*** Block opens ***

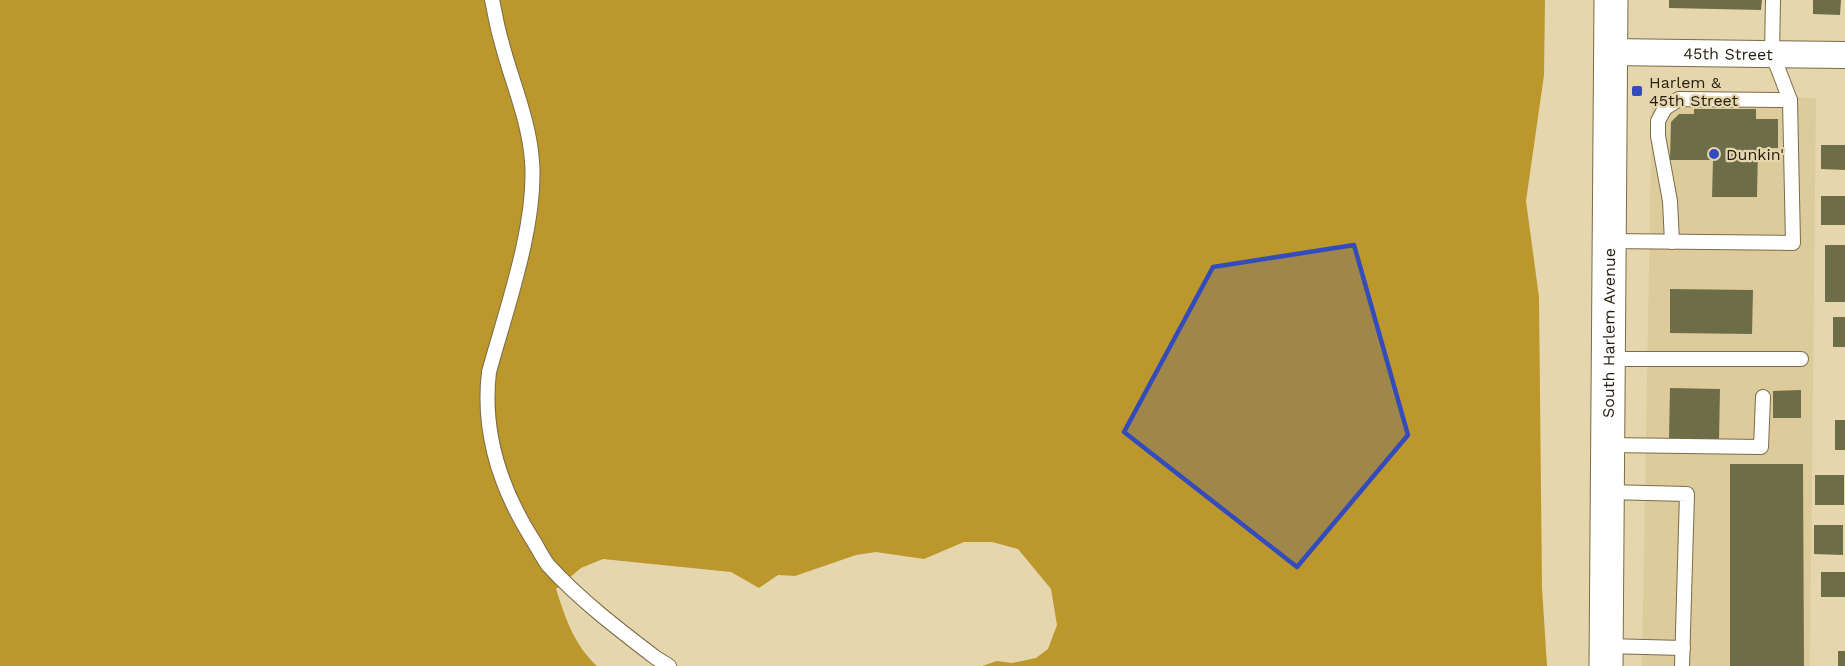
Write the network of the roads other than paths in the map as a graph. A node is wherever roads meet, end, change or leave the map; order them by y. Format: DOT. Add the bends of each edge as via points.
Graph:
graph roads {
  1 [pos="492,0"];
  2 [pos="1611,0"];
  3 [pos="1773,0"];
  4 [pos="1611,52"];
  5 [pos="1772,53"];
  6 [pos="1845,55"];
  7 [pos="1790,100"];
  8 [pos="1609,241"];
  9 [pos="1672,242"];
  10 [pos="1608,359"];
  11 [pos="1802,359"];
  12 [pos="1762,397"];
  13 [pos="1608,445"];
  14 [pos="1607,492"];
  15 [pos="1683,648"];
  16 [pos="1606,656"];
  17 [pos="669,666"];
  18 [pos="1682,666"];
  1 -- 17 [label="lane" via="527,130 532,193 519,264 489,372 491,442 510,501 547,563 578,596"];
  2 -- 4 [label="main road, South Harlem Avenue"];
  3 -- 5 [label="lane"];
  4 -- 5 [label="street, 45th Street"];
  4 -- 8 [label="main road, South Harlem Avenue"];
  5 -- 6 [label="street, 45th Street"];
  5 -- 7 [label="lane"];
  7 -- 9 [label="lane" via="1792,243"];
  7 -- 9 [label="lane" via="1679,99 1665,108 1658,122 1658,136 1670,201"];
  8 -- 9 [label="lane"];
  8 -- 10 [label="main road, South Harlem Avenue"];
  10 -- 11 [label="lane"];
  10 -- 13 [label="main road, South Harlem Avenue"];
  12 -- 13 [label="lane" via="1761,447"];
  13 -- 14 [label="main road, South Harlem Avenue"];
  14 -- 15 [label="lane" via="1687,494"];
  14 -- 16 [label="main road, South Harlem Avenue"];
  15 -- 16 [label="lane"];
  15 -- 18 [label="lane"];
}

*** Block closes ***
*** Block opens ***

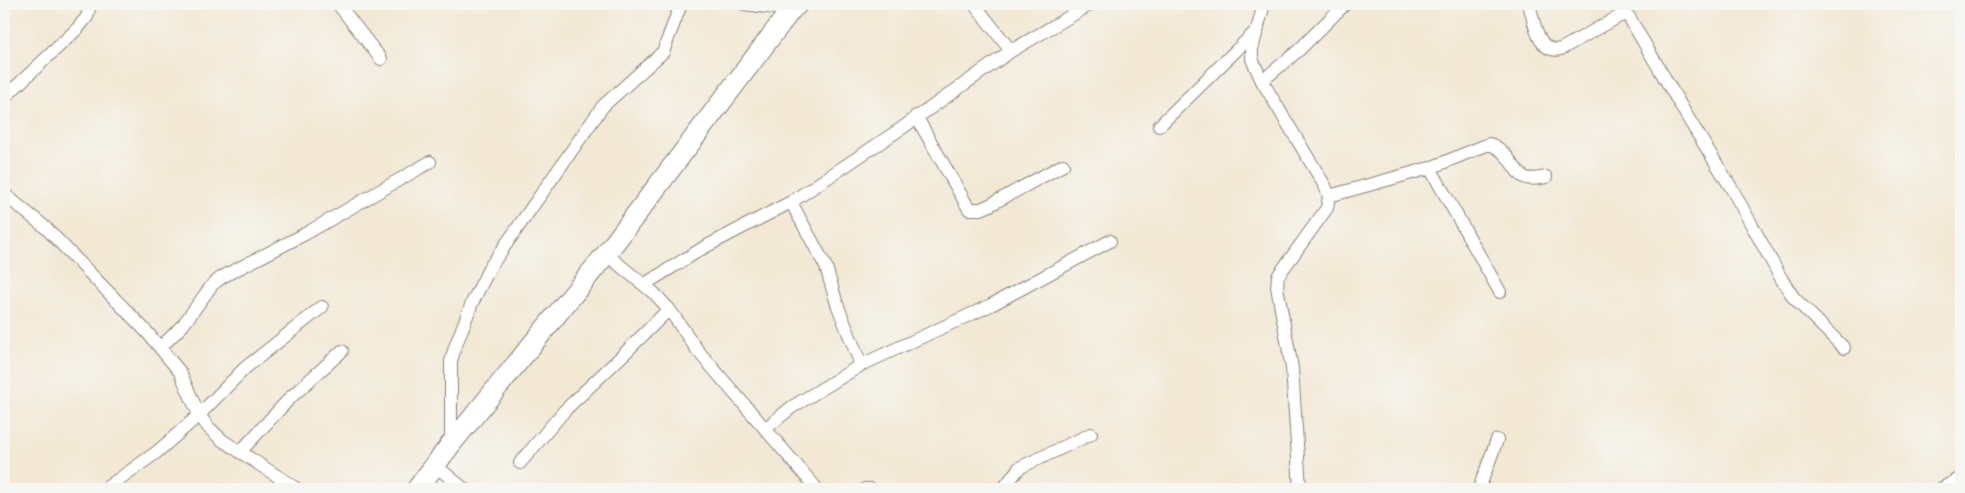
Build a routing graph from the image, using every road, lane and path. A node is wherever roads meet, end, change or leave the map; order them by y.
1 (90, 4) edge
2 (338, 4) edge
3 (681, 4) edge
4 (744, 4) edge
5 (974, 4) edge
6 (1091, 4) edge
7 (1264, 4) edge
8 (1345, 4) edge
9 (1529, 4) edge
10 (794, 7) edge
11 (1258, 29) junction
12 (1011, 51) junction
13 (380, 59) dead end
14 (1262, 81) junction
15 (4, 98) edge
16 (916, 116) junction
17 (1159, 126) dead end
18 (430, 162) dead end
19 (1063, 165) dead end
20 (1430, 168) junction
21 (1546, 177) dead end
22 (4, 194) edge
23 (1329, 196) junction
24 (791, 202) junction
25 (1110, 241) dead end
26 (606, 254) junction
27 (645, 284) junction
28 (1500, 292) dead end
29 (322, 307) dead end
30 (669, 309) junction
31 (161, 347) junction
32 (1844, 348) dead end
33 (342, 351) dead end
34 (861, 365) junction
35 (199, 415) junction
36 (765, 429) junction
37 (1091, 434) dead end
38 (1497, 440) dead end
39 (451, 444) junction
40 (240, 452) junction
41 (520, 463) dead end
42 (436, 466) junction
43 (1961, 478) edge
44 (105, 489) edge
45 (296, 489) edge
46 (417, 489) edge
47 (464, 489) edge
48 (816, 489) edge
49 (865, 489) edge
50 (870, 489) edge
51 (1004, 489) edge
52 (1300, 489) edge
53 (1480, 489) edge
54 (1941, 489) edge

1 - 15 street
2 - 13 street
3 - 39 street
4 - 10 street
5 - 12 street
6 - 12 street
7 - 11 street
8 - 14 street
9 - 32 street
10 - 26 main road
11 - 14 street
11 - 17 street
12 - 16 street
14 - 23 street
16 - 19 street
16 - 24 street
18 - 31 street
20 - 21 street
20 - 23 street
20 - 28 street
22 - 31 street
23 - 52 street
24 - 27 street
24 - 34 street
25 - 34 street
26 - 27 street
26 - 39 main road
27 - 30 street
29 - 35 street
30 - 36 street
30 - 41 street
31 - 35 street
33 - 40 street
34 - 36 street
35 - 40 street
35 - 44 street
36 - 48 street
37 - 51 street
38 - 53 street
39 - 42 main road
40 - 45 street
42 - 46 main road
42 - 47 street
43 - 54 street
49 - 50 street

*** Block closes ***

### Task requirements
In the records above, some lines hold the word "order"; copy each such line.

### Completed exercise
Write the network of the roads other than paths in the map as a graph. A node is wherever roads meet, end, change or leave the map; order them by y. Format: DOT. Add the bends of each edge as via points.
Build a routing graph from the image, using every road, lane and path. A node is wherever roads meet, end, change or leave the map; order them by y.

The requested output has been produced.